DeFi TVL US$ 225 Bi ATH, Mas +10% em 4 Anos Preocupa

O Total Value Locked (TVL) no DeFi alcançou um novo recorde de US$ 225 bilhões em outubro de 2025, quatro anos após o pico anterior de US$ 204 bilhões em 2021, conforme reportado pela Blockonomi. No entanto, esse crescimento modesto de apenas 10% em período tão longo acende sinais de alerta sobre possível saturação do setor, especialmente entre usuários crypto-nativos. Enquanto isso, stablecoins como USDT e USDC acumulam US$ 260 bilhões, superando o TVL total do DeFi.


Contexto Histórico do Crescimento Lento

O marco de US$ 225 bilhões representa o maior TVL já registrado no ecossistema DeFi, impulsionado por protocolos consolidados e inovações em yields. Contudo, o avanço de apenas 10% desde o bull market de 2021 sugere que o crescimento orgânico desacelerou. Usuários experientes parecem ter alocado a maior parte de seus ativos disponíveis, limitando a expansão sem influxo de novos participantes.

Métricas on-chain revelam que o TVL atual oscila em torno de US$ 164 bilhões, abaixo do pico recente, o que reforça a volatilidade inerente ao setor. Essa estagnação levanta questões fundamentais: o DeFi atingiu seu teto entre crypto-natives ou há espaço para inovação que atraia o varejo tradicional?

Stablecoins: O Contraponto Resiliente

Enquanto o DeFi luta por tração sustentada, o mercado de stablecoins demonstra vitalidade impressionante. Com US$ 260 bilhões em USDT e USDC circulando on-chain, o valor supera o TVL total do DeFi, provando demanda persistente por atividade financeira descentralizada independentemente de ciclos de mercado.

Um destaque são os yield-bearing stablecoins, que atingiram US$ 20 bilhões em valor. Protocolos como sUSDS e sUSDe ganharam adoção significativa, oferecendo retornos competitivos lastreados em tesourarias reais. Plataformas como Aave, Ethena e Pendle se destacam ao atrair capital com produtos de yield acessíveis, mas ainda concentrados em holders experientes.

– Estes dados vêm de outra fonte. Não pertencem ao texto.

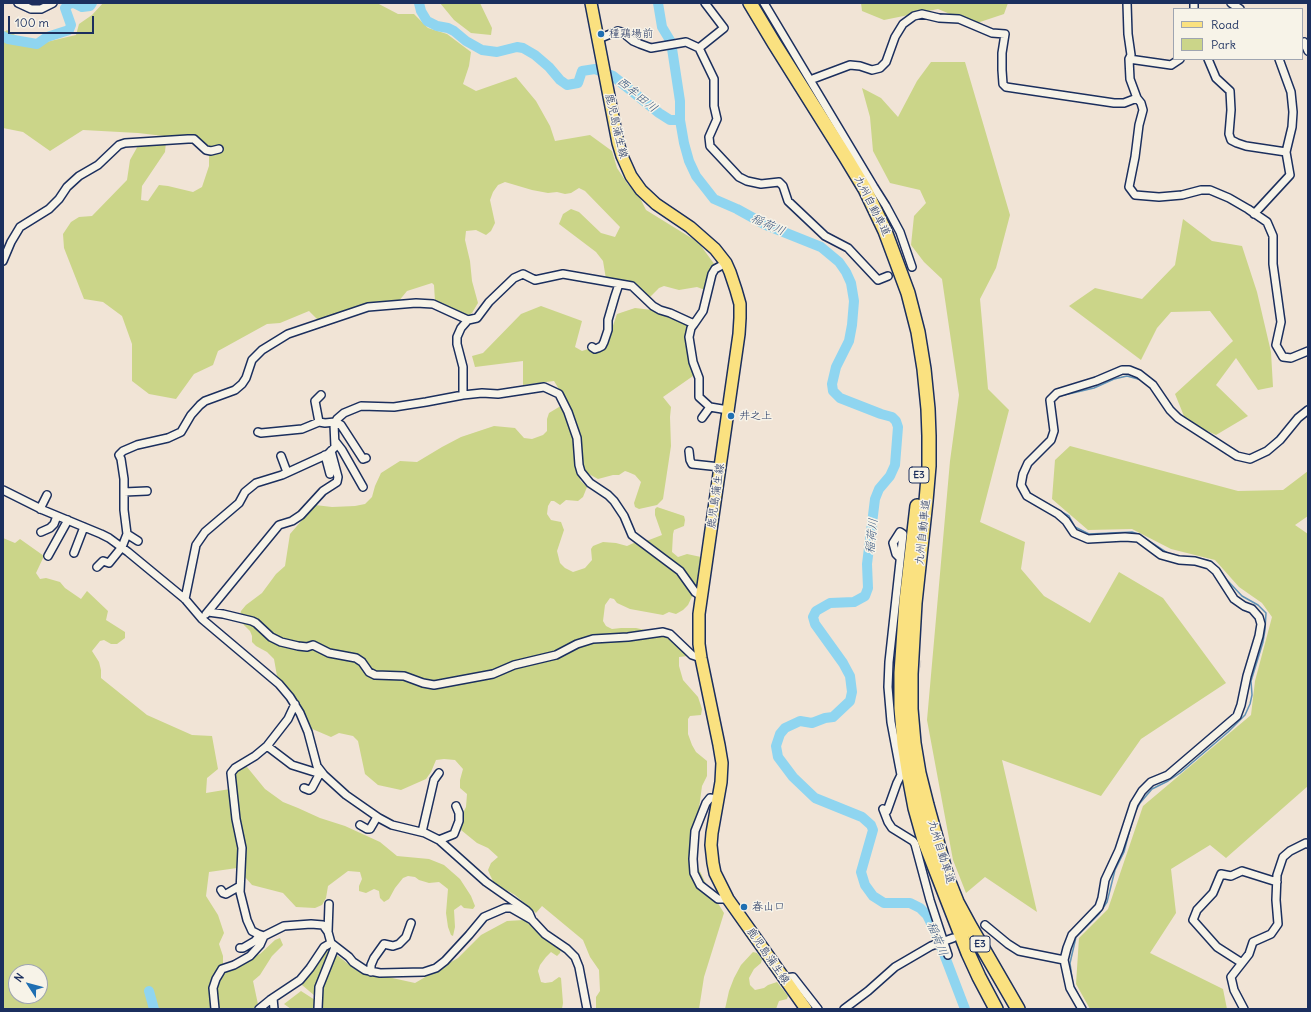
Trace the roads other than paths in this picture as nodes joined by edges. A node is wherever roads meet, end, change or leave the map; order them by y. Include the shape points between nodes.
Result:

Esses números indicam que a infraestrutura on-chain funciona, mas o DeFi precisa capturar essa liquidez para yields mais amplos.

Desafios para Atrair o Varejo

A comparação com o mundo tradicional expõe o gap: apps de fintech e neobancos gerenciam mais de US$ 2 trilhões em ativos, atendendo centenas de milhões de usuários mobile. O DeFi, com seu TVL modesto, representa uma fração minúscula desse potencial.

Barreiras de acessibilidade persistem: interfaces complexas, riscos de smart contracts e falta de integração com finanças cotidianas afastam o público retail. O sucesso futuro depende de simplificação – menos farms exóticas e mais produtos confiáveis como empréstimos e yields básicos.

Integrações com fintechs existentes ou protocolos focados em UX intuitiva podem acelerar a adoção, transformando o DeFi em concorrente real dos bancos digitais.

DeFi Estagnado? O Que Fazer com Seu Yield

Para investidores brasileiros, essa dinâmica questiona: DeFi está estagnado? Métricas on-chain sugerem saturação parcial, mas oportunidades persistem em protocolos testados como Ethena e Aave, onde yields competitivos ainda superam opções tradicionais. Avalie riscos como impermanent loss e auditorias antes de alocar.

O caminho adiante envolve foco em retail: embalagens simples, comunicação clara e yields previsíveis. Monitore TVL em dashboards como DefiLlama para sinais de breakout. Enquanto isso, diversifique yields entre stablecoins e RWAs para mitigar volatilidade.